Manon grandit à Saint-Malo, entre la musique et les mots. Son bac S en poche et son premier roman achevé (Aussi libres qu’un rêve, Mango, 2006) elle passe deux ans à Nantes pour préparer un Diplôme des Métiers d’Arts en régie de spectacle, puis débarque à Paris et poursuit ses études de théâtre à la fois à l’université et en conservatoire.

Après avoir obtenu un master en Études Théâtrales, Manon cumule les casquettes : régisseuse lumière au théâtre, « écriveuse », musicienne de salle de bain… Sa vie est un chantier permanent. Et elle adore ça !

On l’avait découverte en 2005, aux côtés des maîtres du genre, dans Premier Contact, une anthologie des éditions Mango. Son premier roman, Aussi libres qu’un rêve, est sorti en 2006. Elle revient en 2012 avec June, une trilogie Jeunes Adultes qui ressort en 2014 aux éditions Rageot dans une version très remaniée. Chez ce même éditeur, elle s’essaye aussi au thriller avec Le suivant sur la liste (Rageot, 2014).

Paru en 2015 chez Bragelonne, L'héritage des rois passeurs est son dernier roman. 

Elle se détourna et détailla le mur d'en face.
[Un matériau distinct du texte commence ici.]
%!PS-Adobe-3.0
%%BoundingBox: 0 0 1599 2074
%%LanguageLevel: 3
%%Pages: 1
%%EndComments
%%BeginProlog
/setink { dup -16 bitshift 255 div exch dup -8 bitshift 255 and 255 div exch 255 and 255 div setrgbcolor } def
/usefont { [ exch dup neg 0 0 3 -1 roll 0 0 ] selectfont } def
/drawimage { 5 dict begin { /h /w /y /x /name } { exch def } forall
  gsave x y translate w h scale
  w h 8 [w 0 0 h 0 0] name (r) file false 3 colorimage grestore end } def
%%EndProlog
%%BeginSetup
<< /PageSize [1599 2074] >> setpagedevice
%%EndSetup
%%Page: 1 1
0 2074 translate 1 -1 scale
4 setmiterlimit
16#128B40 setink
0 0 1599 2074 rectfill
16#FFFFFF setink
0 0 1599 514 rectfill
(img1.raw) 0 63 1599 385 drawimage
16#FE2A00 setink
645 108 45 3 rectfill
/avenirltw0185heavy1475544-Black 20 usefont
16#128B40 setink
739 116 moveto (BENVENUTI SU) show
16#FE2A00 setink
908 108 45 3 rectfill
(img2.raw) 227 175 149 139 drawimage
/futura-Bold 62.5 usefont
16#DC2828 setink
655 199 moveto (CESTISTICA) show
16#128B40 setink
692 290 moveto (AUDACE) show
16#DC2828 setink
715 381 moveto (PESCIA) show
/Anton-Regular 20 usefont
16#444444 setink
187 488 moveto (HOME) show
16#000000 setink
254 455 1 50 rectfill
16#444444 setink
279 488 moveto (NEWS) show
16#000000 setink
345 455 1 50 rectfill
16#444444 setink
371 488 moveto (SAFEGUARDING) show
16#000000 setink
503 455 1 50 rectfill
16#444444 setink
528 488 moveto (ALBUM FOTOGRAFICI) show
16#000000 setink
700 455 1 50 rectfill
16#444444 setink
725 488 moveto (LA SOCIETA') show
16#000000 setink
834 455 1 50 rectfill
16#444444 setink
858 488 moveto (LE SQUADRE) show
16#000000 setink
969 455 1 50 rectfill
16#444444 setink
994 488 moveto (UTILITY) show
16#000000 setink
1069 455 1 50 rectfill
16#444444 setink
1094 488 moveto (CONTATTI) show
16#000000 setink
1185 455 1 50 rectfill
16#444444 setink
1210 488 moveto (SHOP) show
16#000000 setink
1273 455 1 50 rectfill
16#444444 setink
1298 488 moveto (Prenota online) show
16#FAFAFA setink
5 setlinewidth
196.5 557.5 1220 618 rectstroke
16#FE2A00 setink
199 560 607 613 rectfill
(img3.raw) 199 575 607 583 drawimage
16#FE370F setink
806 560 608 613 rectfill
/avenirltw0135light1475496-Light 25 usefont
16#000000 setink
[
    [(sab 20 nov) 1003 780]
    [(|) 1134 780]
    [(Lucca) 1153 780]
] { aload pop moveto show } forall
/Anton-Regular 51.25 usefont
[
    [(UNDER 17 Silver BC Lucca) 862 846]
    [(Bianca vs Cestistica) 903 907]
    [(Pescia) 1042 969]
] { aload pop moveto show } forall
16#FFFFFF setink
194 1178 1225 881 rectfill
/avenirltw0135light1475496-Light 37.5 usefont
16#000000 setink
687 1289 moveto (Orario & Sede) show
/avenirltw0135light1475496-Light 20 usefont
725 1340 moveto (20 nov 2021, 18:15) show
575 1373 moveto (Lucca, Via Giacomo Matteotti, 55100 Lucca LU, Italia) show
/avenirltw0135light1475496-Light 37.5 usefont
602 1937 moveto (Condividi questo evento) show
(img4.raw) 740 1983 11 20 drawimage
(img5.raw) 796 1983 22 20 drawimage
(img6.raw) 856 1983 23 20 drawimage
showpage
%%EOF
Rouge, si rouge, presque dérangeant à force, comme les replis d'une terre gorgée de sang. Une mer de corps frissonnants de désir. C'était...  terriblement vivant. Sans qu'elle puisse l'expliquer, contempler l’œuvre inachevée de Jana confortait Enora dans sa détermination. Elle voulait vivre encore. Accepter de laisser derrière elle les morts qui la hantaient à chaque instant. Mais pour cela elle devait leur rendre justice. 


Le pitch

Ombre, univers peuplé de magie, et Rive, le monde tel qu’on le connaît, sont les deux reflets déformés d’une même réalité.  

Énora est unique : elle peut traverser d’un monde à l’autre. Lorsque sa famille est brutalement décimée par des assassins masqués, elle se réfugie au seul endroit où ses poursuivants ne peuvent l’atteindre. Au royaume d’Ombre, sur la terre de ses ancêtres. 

Là-bas, Ravenn, une princesse rebelle, fait son retour après neuf ans d’exil passés à chasser les dragons du grand sud. Sa mère, la reine, est mourante. Ravenn veut s’emparer de ce qui lui revient de droit : le trône d’Ombre. Et elle n’est pas la bienvenue. 

Deux mondes imbriqués. Deux femmes fortes, éprouvées par la vie. Deux destins liés qui bouleverseront la tortueuse histoire du royaume d’Ombre…

Une vouivre piquait droit sur elle, griffes en avant, gueule ouverte, gorge gonflée de feu prêt à se répandre. En un instant Ravenn sentit sa peau de hérisser d'effroi. Elle était voltigeuse, elle triomphait par ruse et habileté, non par attaque frontale. Devant cette vision de férocité pure qui se précipitait sur elle, elle restait figée, le cœur battant, incapable de réfléchir. 


Ce que j'en ai pensé


Autant l'avouer tout de go; la fantasy n'est pas un genre littéraire auquel j'aime à me frotter habituellement, étant souvent déçue par les redondances de stéréotypes ou par le fatras parfois incompréhensible de certains opus... 

Malgré cette appréhension, j'ai adoré L'héritage des rois passeurs. Dévoré en un temps record, avec, chevillée au corps, l'envie de toujours savoir ce qu'il allait advenir, ce roman addictif regorge pourtant de clins d’œils  à nombre de figures du genre... Allant d'Alice au pays des merveilles avec le trou magique à Tolkien avec Gandalf le gris, les références émaillent le tout pour lui donner du corps, homogénéité à laquelle on serait bien tenté de croire...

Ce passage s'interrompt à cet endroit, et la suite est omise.